§ **What to work on**:
Reproduce the lines below verbatim. Pictures are to be omitted.

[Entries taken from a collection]

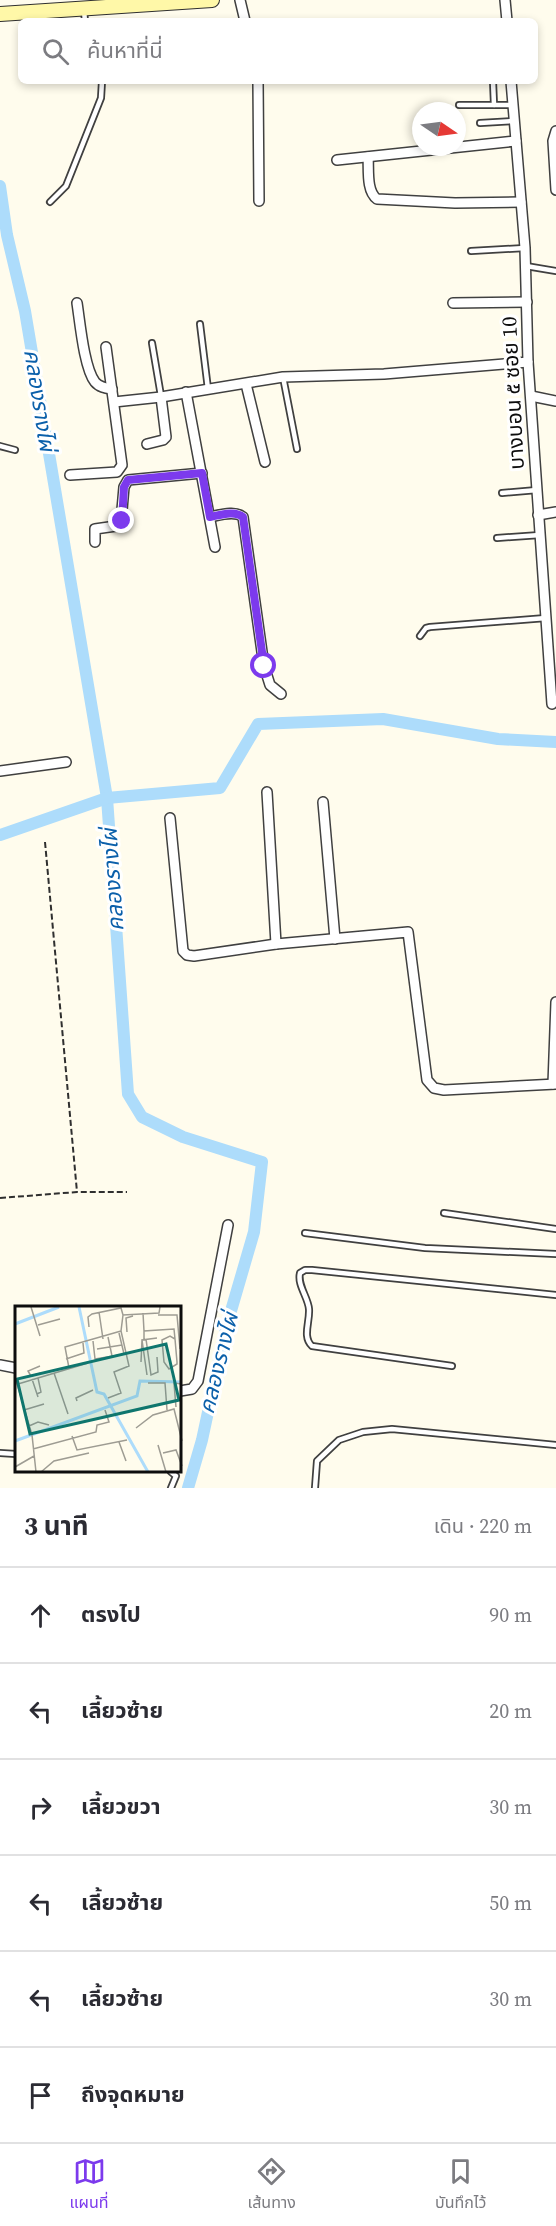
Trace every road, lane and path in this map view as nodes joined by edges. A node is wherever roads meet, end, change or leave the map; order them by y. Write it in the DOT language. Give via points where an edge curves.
graph roads {
  1 [pos="212,0"];
  2 [pos="240,0"];
  3 [pos="505,0"];
  4 [pos="0,14"];
  5 [pos="84,14"];
  6 [pos="58,15"];
  7 [pos="244,18"];
  8 [pos="507,18"];
  9 [pos="102,84"];
  10 [pos="258,84"];
  11 [pos="493,84"];
  12 [pos="511,84"];
  13 [pos="466,105"];
  14 [pos="494,105"];
  15 [pos="513,105"];
  16 [pos="514,121"];
  17 [pos="480,123"];
  18 [pos="556,131"];
  19 [pos="516,141"];
  20 [pos="368,157"];
  21 [pos="337,160"];
  22 [pos="556,190"];
  23 [pos="259,201"];
  24 [pos="50,202"];
  25 [pos="521,202"];
  26 [pos="525,248"];
  27 [pos="471,251"];
  28 [pos="526,266"];
  29 [pos="556,271"];
  30 [pos="527,302"];
  31 [pos="77,303"];
  32 [pos="453,303"];
  33 [pos="200,324"];
  34 [pos="152,343"];
  35 [pos="106,347"];
  36 [pos="528,362"];
  37 [pos="283,377"];
  38 [pos="246,384"];
  39 [pos="112,388"];
  40 [pos="208,389"];
  41 [pos="186,392"];
  42 [pos="531,396"];
  43 [pos="161,397"];
  44 [pos="556,401"];
  45 [pos="114,402"];
  46 [pos="147,444"];
  47 [pos="0,446"];
  48 [pos="297,449"];
  49 [pos="15,450"];
  50 [pos="265,462"];
  51 [pos="202,473"];
  52 [pos="70,476"];
  53 [pos="537,490"];
  54 [pos="502,493"];
  55 [pos="556,512"];
  56 [pos="538,515"];
  57 [pos="210,517"];
  58 [pos="540,535"];
  59 [pos="497,537"];
  60 [pos="95,542"];
  61 [pos="214,547"];
  62 [pos="546,618"];
  63 [pos="420,636"];
  64 [pos="281,694"];
  65 [pos="552,704"];
  66 [pos="66,762"];
  67 [pos="0,771"];
  68 [pos="267,792"];
  69 [pos="324,802"];
  70 [pos="170,818"];
  71 [pos="45,842"];
  72 [pos="335,939"];
  73 [pos="276,944"];
  74 [pos="556,1002"];
  75 [pos="555,1061"];
  76 [pos="554,1084"];
  77 [pos="77,1192"];
  78 [pos="127,1192"];
  79 [pos="0,1198"];
  80 [pos="444,1213"];
  81 [pos="228,1225"];
  82 [pos="556,1229"];
  83 [pos="305,1233"];
  84 [pos="556,1254"];
  85 [pos="556,1295"];
  86 [pos="0,1365"];
  87 [pos="452,1366"];
  88 [pos="15,1368"];
  89 [pos="182,1391"];
  90 [pos="556,1445"];
  91 [pos="0,1453"];
  92 [pos="15,1454"];
  93 [pos="172,1473"];
  94 [pos="171,1488"];
  95 [pos="315,1488"];
  1 -- 5 [label="street"];
  2 -- 7 [label="street"];
  3 -- 8 [label="street"];
  4 -- 6 [label="street"];
  5 -- 6 [label="street"];
  9 -- 24 [label="lane" via="101,98 66,186"];
  10 -- 23 [label="street"];
  11 -- 14 [label="lane"];
  12 -- 15 [label="street, บางบอน ๕ ซอย 10"];
  13 -- 14 [label="lane"];
  14 -- 15 [label="lane"];
  15 -- 16 [label="street, บางบอน ๕ ซอย 10"];
  16 -- 17 [label="lane"];
  16 -- 19 [label="street, บางบอน ๕ ซอย 10"];
  18 -- 22 [label="street"];
  19 -- 20 [label="street"];
  19 -- 25 [label="street, บางบอน ๕ ซอย 10"];
  20 -- 21 [label="street"];
  20 -- 25 [label="street" via="370,190 377,199"];
  25 -- 26 [label="street, บางบอน ๕ ซอย 10"];
  26 -- 27 [label="lane"];
  26 -- 28 [label="street, บางบอน ๕ ซอย 10"];
  28 -- 29 [label="lane"];
  28 -- 30 [label="street, บางบอน ๕ ซอย 10"];
  30 -- 32 [label="street"];
  30 -- 36 [label="street, บางบอน ๕ ซอย 10"];
  31 -- 39 [label="street" via="89,372 95,383"];
  33 -- 40 [label="lane"];
  34 -- 43 [label="lane"];
  35 -- 39 [label="street"];
  36 -- 37 [label="street" via="384,374"];
  36 -- 42 [label="street, บางบอน ๕ ซอย 10"];
  37 -- 38 [label="street"];
  37 -- 48 [label="lane"];
  38 -- 40 [label="street"];
  38 -- 50 [label="street"];
  39 -- 45 [label="street"];
  40 -- 41 [label="street"];
  41 -- 43 [label="street"];
  41 -- 51 [label="street"];
  42 -- 44 [label="street"];
  42 -- 53 [label="street, บางบอน ๕ ซอย 10"];
  43 -- 45 [label="street"];
  43 -- 46 [label="street" via="166,437"];
  45 -- 52 [label="street" via="121,470"];
  47 -- 49 [label="lane"];
  51 -- 57 [label="street"];
  51 -- 60 [label="street" via="128,480 122,521 117,526 95,529"];
  53 -- 54 [label="lane"];
  53 -- 56 [label="street, บางบอน ๕ ซอย 10"];
  55 -- 56 [label="street"];
  56 -- 58 [label="street, บางบอน ๕ ซอย 10"];
  57 -- 61 [label="street"];
  57 -- 64 [label="street" via="235,513 243,517 264,666 270,685"];
  58 -- 59 [label="lane"];
  58 -- 62 [label="street, บางบอน ๕ ซอย 10"];
  62 -- 63 [label="lane" via="426,628"];
  62 -- 65 [label="street, บางบอน ๕ ซอย 10"];
  66 -- 67 [label="street"];
  68 -- 73 [label="street"];
  69 -- 72 [label="street"];
  70 -- 73 [label="street" via="183,951 194,956"];
  71 -- 77 [label="path"];
  72 -- 73 [label="street"];
  72 -- 76 [label="street" via="408,932 427,1080 434,1088"];
  74 -- 75 [label="street"];
  75 -- 76 [label="street"];
  77 -- 78 [label="path"];
  77 -- 79 [label="path"];
  80 -- 82 [label="lane"];
  81 -- 89 [label="street" via="198,1381 192,1389"];
  83 -- 84 [label="lane" via="425,1248"];
  85 -- 87 [label="lane" via="312,1270 300,1273 309,1307 307,1338 312,1346"];
  86 -- 88 [label="street"];
  90 -- 95 [label="lane" via="392,1429 363,1432 339,1440 318,1461"];
  91 -- 92 [label="lane"];
  93 -- 94 [label="lane" via="176,1476"];
}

§ **Response area**:
Trace every road, lane and path in this map view as nodes joined by edges. A node is wherever roads meet, end, change or leave the map; order them by y. Write it in the DOT language. Give via points where an edge curves.
graph roads {
  1 [pos="212,0"];
  2 [pos="240,0"];
  3 [pos="505,0"];
  4 [pos="0,14"];
  5 [pos="84,14"];
  6 [pos="58,15"];
  7 [pos="244,18"];
  8 [pos="507,18"];
  9 [pos="102,84"];
  10 [pos="258,84"];
  11 [pos="493,84"];
  12 [pos="511,84"];
  13 [pos="466,105"];
  14 [pos="494,105"];
  15 [pos="513,105"];
  16 [pos="514,121"];
  17 [pos="480,123"];
  18 [pos="556,131"];
  19 [pos="516,141"];
  20 [pos="368,157"];
  21 [pos="337,160"];
  22 [pos="556,190"];
  23 [pos="259,201"];
  24 [pos="50,202"];
  25 [pos="521,202"];
  26 [pos="525,248"];
  27 [pos="471,251"];
  28 [pos="526,266"];
  29 [pos="556,271"];
  30 [pos="527,302"];
  31 [pos="77,303"];
  32 [pos="453,303"];
  33 [pos="200,324"];
  34 [pos="152,343"];
  35 [pos="106,347"];
  36 [pos="528,362"];
  37 [pos="283,377"];
  38 [pos="246,384"];
  39 [pos="112,388"];
  40 [pos="208,389"];
  41 [pos="186,392"];
  42 [pos="531,396"];
  43 [pos="161,397"];
  44 [pos="556,401"];
  45 [pos="114,402"];
  46 [pos="147,444"];
  47 [pos="0,446"];
  48 [pos="297,449"];
  49 [pos="15,450"];
  50 [pos="265,462"];
  51 [pos="202,473"];
  52 [pos="70,476"];
  53 [pos="537,490"];
  54 [pos="502,493"];
  55 [pos="556,512"];
  56 [pos="538,515"];
  57 [pos="210,517"];
  58 [pos="540,535"];
  59 [pos="497,537"];
  60 [pos="95,542"];
  61 [pos="214,547"];
  62 [pos="546,618"];
  63 [pos="420,636"];
  64 [pos="281,694"];
  65 [pos="552,704"];
  66 [pos="66,762"];
  67 [pos="0,771"];
  68 [pos="267,792"];
  69 [pos="324,802"];
  70 [pos="170,818"];
  71 [pos="45,842"];
  72 [pos="335,939"];
  73 [pos="276,944"];
  74 [pos="556,1002"];
  75 [pos="555,1061"];
  76 [pos="554,1084"];
  77 [pos="77,1192"];
  78 [pos="127,1192"];
  79 [pos="0,1198"];
  80 [pos="444,1213"];
  81 [pos="228,1225"];
  82 [pos="556,1229"];
  83 [pos="305,1233"];
  84 [pos="556,1254"];
  85 [pos="556,1295"];
  86 [pos="0,1365"];
  87 [pos="452,1366"];
  88 [pos="15,1368"];
  89 [pos="182,1391"];
  90 [pos="556,1445"];
  91 [pos="0,1453"];
  92 [pos="15,1454"];
  93 [pos="172,1473"];
  94 [pos="171,1488"];
  95 [pos="315,1488"];
  1 -- 5 [label="street"];
  2 -- 7 [label="street"];
  3 -- 8 [label="street"];
  4 -- 6 [label="street"];
  5 -- 6 [label="street"];
  9 -- 24 [label="lane" via="101,98 66,186"];
  10 -- 23 [label="street"];
  11 -- 14 [label="lane"];
  12 -- 15 [label="street, บางบอน ๕ ซอย 10"];
  13 -- 14 [label="lane"];
  14 -- 15 [label="lane"];
  15 -- 16 [label="street, บางบอน ๕ ซอย 10"];
  16 -- 17 [label="lane"];
  16 -- 19 [label="street, บางบอน ๕ ซอย 10"];
  18 -- 22 [label="street"];
  19 -- 20 [label="street"];
  19 -- 25 [label="street, บางบอน ๕ ซอย 10"];
  20 -- 21 [label="street"];
  20 -- 25 [label="street" via="370,190 377,199"];
  25 -- 26 [label="street, บางบอน ๕ ซอย 10"];
  26 -- 27 [label="lane"];
  26 -- 28 [label="street, บางบอน ๕ ซอย 10"];
  28 -- 29 [label="lane"];
  28 -- 30 [label="street, บางบอน ๕ ซอย 10"];
  30 -- 32 [label="street"];
  30 -- 36 [label="street, บางบอน ๕ ซอย 10"];
  31 -- 39 [label="street" via="89,372 95,383"];
  33 -- 40 [label="lane"];
  34 -- 43 [label="lane"];
  35 -- 39 [label="street"];
  36 -- 37 [label="street" via="384,374"];
  36 -- 42 [label="street, บางบอน ๕ ซอย 10"];
  37 -- 38 [label="street"];
  37 -- 48 [label="lane"];
  38 -- 40 [label="street"];
  38 -- 50 [label="street"];
  39 -- 45 [label="street"];
  40 -- 41 [label="street"];
  41 -- 43 [label="street"];
  41 -- 51 [label="street"];
  42 -- 44 [label="street"];
  42 -- 53 [label="street, บางบอน ๕ ซอย 10"];
  43 -- 45 [label="street"];
  43 -- 46 [label="street" via="166,437"];
  45 -- 52 [label="street" via="121,470"];
  47 -- 49 [label="lane"];
  51 -- 57 [label="street"];
  51 -- 60 [label="street" via="128,480 122,521 117,526 95,529"];
  53 -- 54 [label="lane"];
  53 -- 56 [label="street, บางบอน ๕ ซอย 10"];
  55 -- 56 [label="street"];
  56 -- 58 [label="street, บางบอน ๕ ซอย 10"];
  57 -- 61 [label="street"];
  57 -- 64 [label="street" via="235,513 243,517 264,666 270,685"];
  58 -- 59 [label="lane"];
  58 -- 62 [label="street, บางบอน ๕ ซอย 10"];
  62 -- 63 [label="lane" via="426,628"];
  62 -- 65 [label="street, บางบอน ๕ ซอย 10"];
  66 -- 67 [label="street"];
  68 -- 73 [label="street"];
  69 -- 72 [label="street"];
  70 -- 73 [label="street" via="183,951 194,956"];
  71 -- 77 [label="path"];
  72 -- 73 [label="street"];
  72 -- 76 [label="street" via="408,932 427,1080 434,1088"];
  74 -- 75 [label="street"];
  75 -- 76 [label="street"];
  77 -- 78 [label="path"];
  77 -- 79 [label="path"];
  80 -- 82 [label="lane"];
  81 -- 89 [label="street" via="198,1381 192,1389"];
  83 -- 84 [label="lane" via="425,1248"];
  85 -- 87 [label="lane" via="312,1270 300,1273 309,1307 307,1338 312,1346"];
  86 -- 88 [label="street"];
  90 -- 95 [label="lane" via="392,1429 363,1432 339,1440 318,1461"];
  91 -- 92 [label="lane"];
  93 -- 94 [label="lane" via="176,1476"];
}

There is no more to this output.